Twitter exploded today (at least my feed did) with discussion about the fact that Uber pays teams of people to book rides via their competitor, Lyft, and then proceeds to recruit the drivers during those rides to leave Lyft and drive for Uber.
I think this is a brilliant strategy.
Before going any deeper on this, I want to be sure to say that I am not talking about the issue of ordering rides and then cancelling them. If either company does this on purpose, or encourages it in the slightest, that is totally below the belt and I am not supportive of that in any way, shape or form. Having said that, I do think rides are being ordered and cancelled by both. However, I don’t think either company is asking employees to do it. My bet is that these employees are so passionate about their employer, and want to beat their competitor so deeply, that they are actually booking and cancelling rides on their own accord. That’s tough to control but I would also bet both companies are being much louder about telling employees to stop this behavior.
Back to the discussion around this recruiting tactic. Two guys that I respect a lot, Jason Fried and David Heinemeier Hansson (DHH), Founders of Basecamp and authors of a book I love (actually it’s required reading in the classes I teach at WSU), REWORK, tweeted a bunch of reasons they think it is horrible that Uber pays people to take rides and recruit drivers. You can also read the tweet replies of Uber CEO, Travis Kalanick. It’s a great back and forth from smart people that disagree but still respect each other (at least Jason does, DHH seems like it’s gonna be a bigger issue for him).
I haven’t blogged in awhile, but I felt like I wanted to on this particular matter. I have zero problem with Uber paying people to book paid rides with competitors and then proceed to try to convince the driver to switch to Uber. I think it is creative, scrappy, unique, and I also bet that it works. Jason and DHH, if you clicked on their twitter links above (or already had been following or reading about this today), think it’s akin to someone barging into their offices, sitting down at their engineers desk, trying to recruit them, and then “putting $10 in the tip jar on the way out.” Even though I don’t think this is quite the right comparison, I’ll still go with it.
So yeah, someone barges into your office — although the employer owns/rents the office, the driver owns their car — so to be fair, it would be more like barging into individually owned offices by each engineer at a company, which of course, isn’t how companies are setup — but again, I’ll go ahead with their comparison. So, someone comes into your company and pitches your engineers, and they leave to go work for the company that did that.
Who’s fault is that?
The girl that barged in and recruited?
The engineers that left?
Nope. It’s you, the business owner. It’s your fault.
If you want to keep people, do what it takes to keep them. No amount of recruiting, ride ordering, office barging or the like will get them to leave. If Lyft is really concerned about this tactic working, they should pay their drivers more, or offer their drivers benefit packages, pay for their insurance, or get them special deals on cars. It is up to Lyft to figure out how to compel their drivers to stay. Same with Uber. They need to have a reason for Lyft drivers to want to leave. Sitting in the back of a paid ride isn’t enough.
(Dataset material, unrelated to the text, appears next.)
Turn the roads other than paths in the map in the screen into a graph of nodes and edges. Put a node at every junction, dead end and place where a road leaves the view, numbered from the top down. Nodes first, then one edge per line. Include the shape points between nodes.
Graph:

That’s the beauty of it though; the drivers decide. They will do what is best for them. And they should. Employers often take it too personally when people leave. I know I have and did. I have tried to evolve on this though over the years. When someone good leaves, I have tried to focus inwardly on the matter. What could I have done better so that they would have stayed? What culture, opportunities, treatment, benefits or income should I have modified so that they stayed here? I have also come to learn that no matter what you do, some people are still going to leave. It’s a workforce norm nowadays (insert stat about average person changing jobs 7x in their career, etc.)
One final point. DHH pointed out that Uber is the leader, King of the space, and had Billions in funding and value — and because of this, they were unnecessarily stooping to a level that was beneath them. Additionally, my friend Zach Holmquist said something similar “scrappy, yes, but look at their last round of $1.2B” implying that hey, they have tons of cash, they don’t need to do stuff like this. My response to DHH and Zach is the same; the DNA and culture of Uber is super aggressive and very scrappy. Their CEO appears to be wired that way. I find it somewhat hypocritical of DHH to say this when he’s commented about how much of a shame it is that companies change once they receive funding or achieve success.
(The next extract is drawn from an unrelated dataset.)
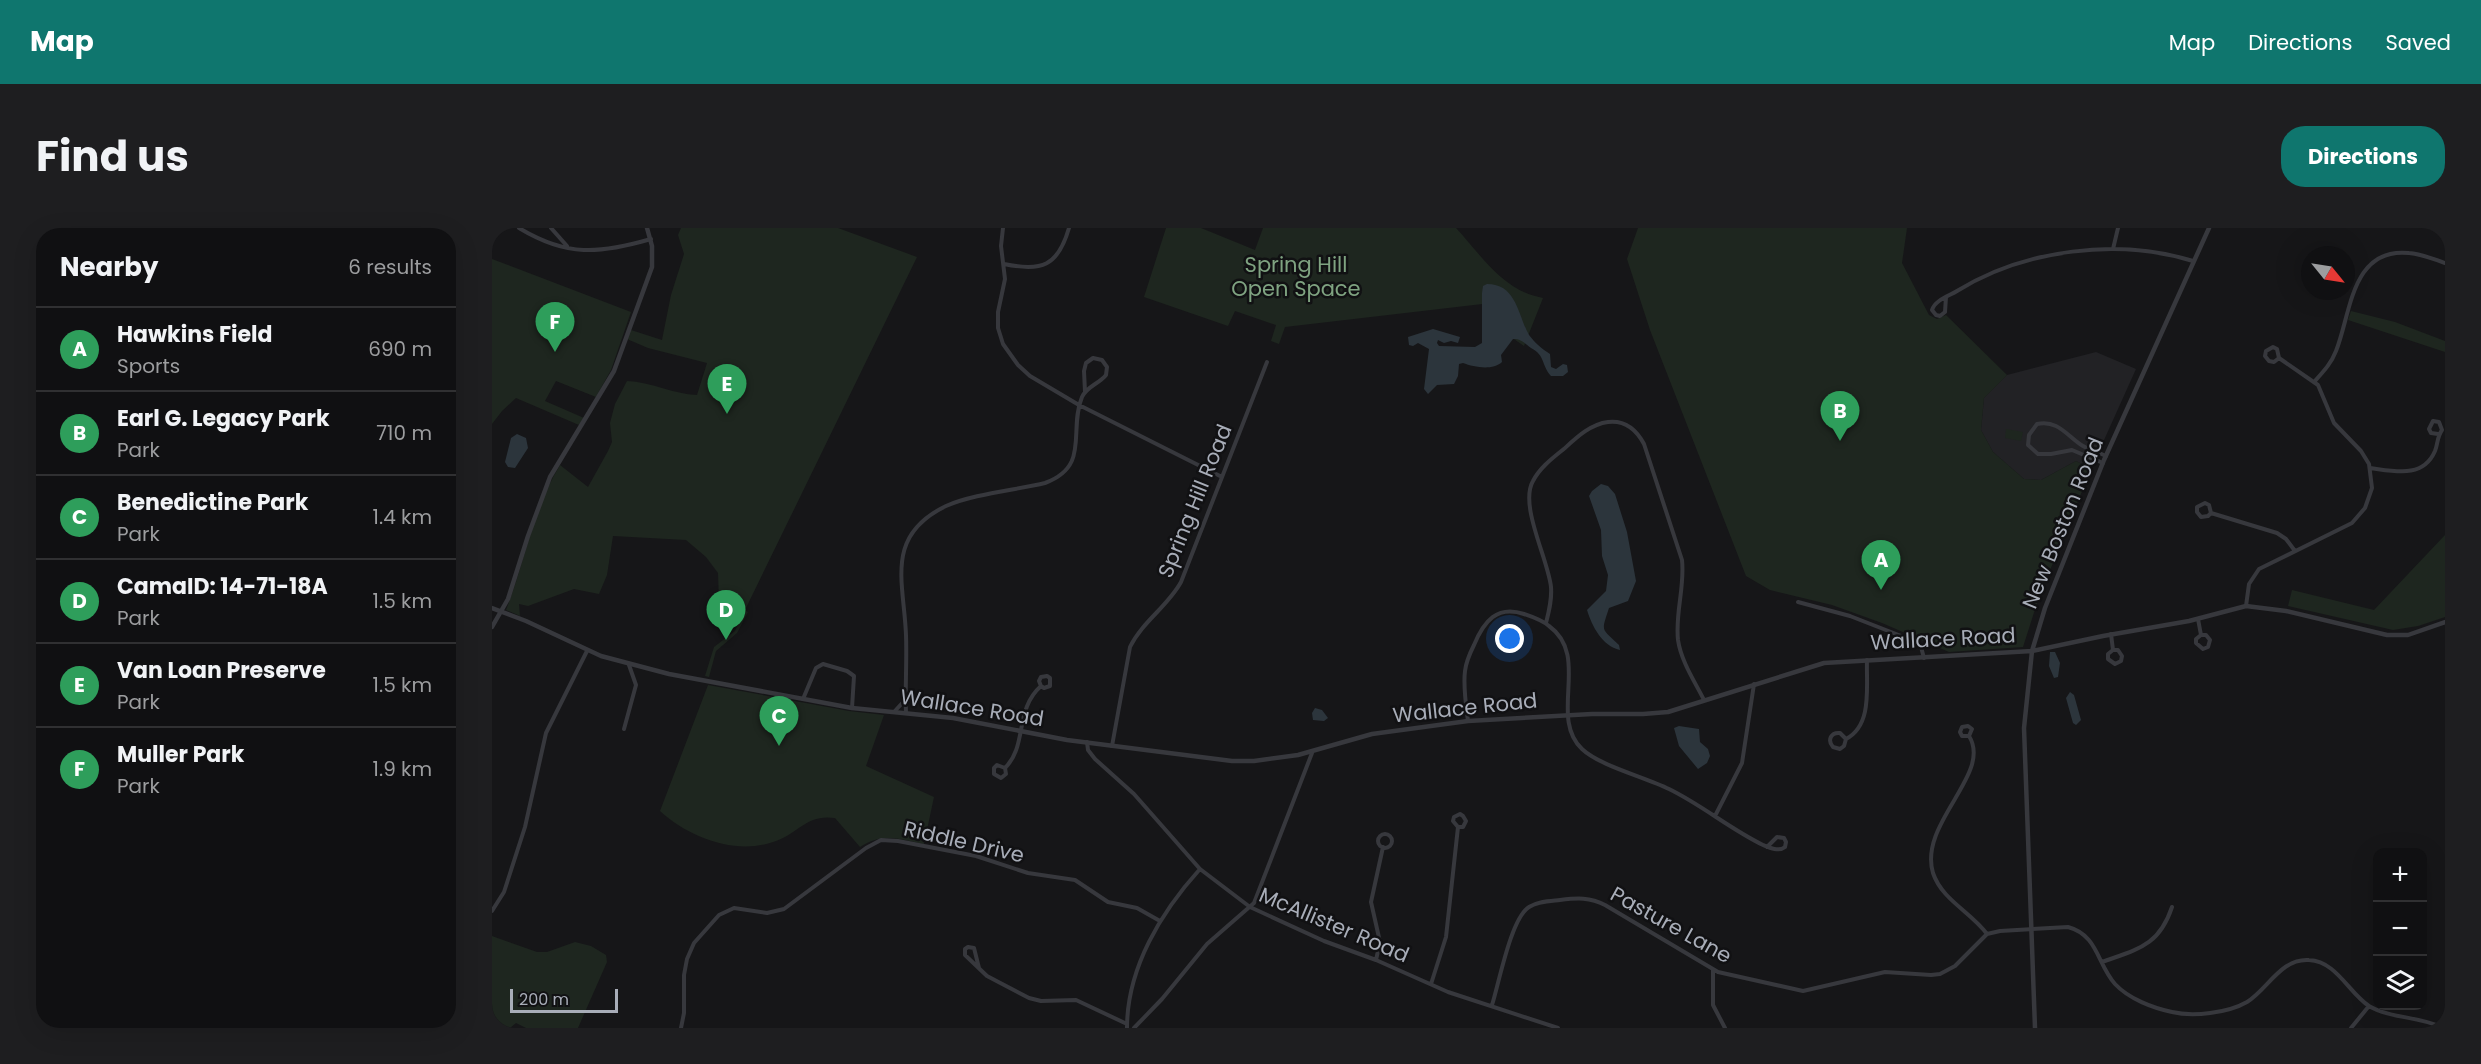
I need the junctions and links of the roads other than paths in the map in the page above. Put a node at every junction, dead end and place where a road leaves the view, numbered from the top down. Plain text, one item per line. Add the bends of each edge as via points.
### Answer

You can argue that Uber has crossed the line in other instances (I think they have). You can argue that they are too aggressive (not sure about that IMO), but if you realize that those same things are what got them to where they are, why in the world would they change it just because they are now successful and well funded? DHH and all of the other bloggers, authors and Silicon Valley folks that decry companies losing the core of what got them there — the Founders zeal — have to understand that it comes with benefits and challenges. What makes you successful can also make you hard to deal with. Either way, while you may not like the Travis K style of zeal, expecting them to change it now is both foolish and incorrect (IMO).
Bottom line, if you are Uber, keep recruiting in the back of paid rides. If you are Lyft, figure out how to make it much tougher for the Uber pitch to work. Or go book your own paid rides and recruit Uber drivers. Or many other things I am sure both companies are working feverishly on to grow their driver base.
Ultimately, the driver decides and I think that is just as it should be.